(GIVEN ENTRIES begins)

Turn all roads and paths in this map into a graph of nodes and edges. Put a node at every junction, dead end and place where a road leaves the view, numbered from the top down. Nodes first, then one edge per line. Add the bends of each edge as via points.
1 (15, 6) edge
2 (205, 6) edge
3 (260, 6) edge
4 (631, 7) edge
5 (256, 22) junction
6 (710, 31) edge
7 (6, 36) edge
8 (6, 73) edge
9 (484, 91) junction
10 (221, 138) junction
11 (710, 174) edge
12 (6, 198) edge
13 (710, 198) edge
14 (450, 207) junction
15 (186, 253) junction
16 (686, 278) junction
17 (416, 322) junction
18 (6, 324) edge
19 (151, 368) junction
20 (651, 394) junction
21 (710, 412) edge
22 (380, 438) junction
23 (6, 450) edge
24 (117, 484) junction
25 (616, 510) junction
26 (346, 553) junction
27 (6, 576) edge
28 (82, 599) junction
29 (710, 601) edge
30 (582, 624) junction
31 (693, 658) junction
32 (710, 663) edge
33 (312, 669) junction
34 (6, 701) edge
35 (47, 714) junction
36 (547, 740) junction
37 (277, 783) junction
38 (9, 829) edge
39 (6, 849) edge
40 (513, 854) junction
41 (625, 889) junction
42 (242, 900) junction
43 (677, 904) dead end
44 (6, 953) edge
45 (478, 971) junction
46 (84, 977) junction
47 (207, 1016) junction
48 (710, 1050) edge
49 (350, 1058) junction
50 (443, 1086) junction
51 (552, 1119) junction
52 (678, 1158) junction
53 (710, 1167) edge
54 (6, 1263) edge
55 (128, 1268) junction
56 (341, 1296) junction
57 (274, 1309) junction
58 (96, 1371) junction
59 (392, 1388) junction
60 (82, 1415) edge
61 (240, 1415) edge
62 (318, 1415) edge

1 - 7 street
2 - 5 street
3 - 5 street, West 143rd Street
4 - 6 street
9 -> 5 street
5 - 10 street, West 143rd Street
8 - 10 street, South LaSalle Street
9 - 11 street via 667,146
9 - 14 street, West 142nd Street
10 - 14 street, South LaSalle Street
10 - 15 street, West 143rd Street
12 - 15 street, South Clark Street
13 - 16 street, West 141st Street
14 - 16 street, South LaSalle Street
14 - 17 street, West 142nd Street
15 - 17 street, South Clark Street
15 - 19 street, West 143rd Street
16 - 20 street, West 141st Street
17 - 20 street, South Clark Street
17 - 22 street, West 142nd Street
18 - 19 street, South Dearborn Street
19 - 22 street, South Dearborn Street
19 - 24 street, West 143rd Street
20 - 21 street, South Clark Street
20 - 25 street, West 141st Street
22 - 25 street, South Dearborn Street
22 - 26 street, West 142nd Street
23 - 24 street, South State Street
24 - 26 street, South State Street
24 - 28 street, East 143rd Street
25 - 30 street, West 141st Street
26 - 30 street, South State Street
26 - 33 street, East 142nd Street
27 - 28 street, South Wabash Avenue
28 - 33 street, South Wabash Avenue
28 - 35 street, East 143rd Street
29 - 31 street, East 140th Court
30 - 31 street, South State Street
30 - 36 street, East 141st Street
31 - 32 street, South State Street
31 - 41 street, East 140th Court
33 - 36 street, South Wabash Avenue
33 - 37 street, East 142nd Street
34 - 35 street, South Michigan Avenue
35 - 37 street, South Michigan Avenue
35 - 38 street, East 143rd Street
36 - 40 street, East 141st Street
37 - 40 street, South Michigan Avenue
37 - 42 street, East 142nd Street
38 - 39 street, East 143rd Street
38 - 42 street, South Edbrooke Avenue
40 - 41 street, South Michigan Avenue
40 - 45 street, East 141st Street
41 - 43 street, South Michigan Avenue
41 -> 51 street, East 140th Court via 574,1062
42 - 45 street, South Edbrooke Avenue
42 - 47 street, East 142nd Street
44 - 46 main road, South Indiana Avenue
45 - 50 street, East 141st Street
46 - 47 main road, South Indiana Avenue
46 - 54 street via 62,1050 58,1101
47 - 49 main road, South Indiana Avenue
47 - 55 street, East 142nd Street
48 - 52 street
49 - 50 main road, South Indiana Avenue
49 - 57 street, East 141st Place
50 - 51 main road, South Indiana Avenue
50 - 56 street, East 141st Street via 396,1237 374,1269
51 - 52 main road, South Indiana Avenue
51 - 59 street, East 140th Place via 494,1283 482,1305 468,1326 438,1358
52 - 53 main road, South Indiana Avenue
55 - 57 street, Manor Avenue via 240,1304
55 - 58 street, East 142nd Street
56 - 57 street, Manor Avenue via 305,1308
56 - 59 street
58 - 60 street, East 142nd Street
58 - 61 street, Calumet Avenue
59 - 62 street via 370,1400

(GIVEN ENTRIES ends)

**WORK TASK:** Take each line of the material above that holds the string "Clark" and copy it.

**RESPONSE BELOW:**
12 - 15 street, South Clark Street
15 - 17 street, South Clark Street
17 - 20 street, South Clark Street
20 - 21 street, South Clark Street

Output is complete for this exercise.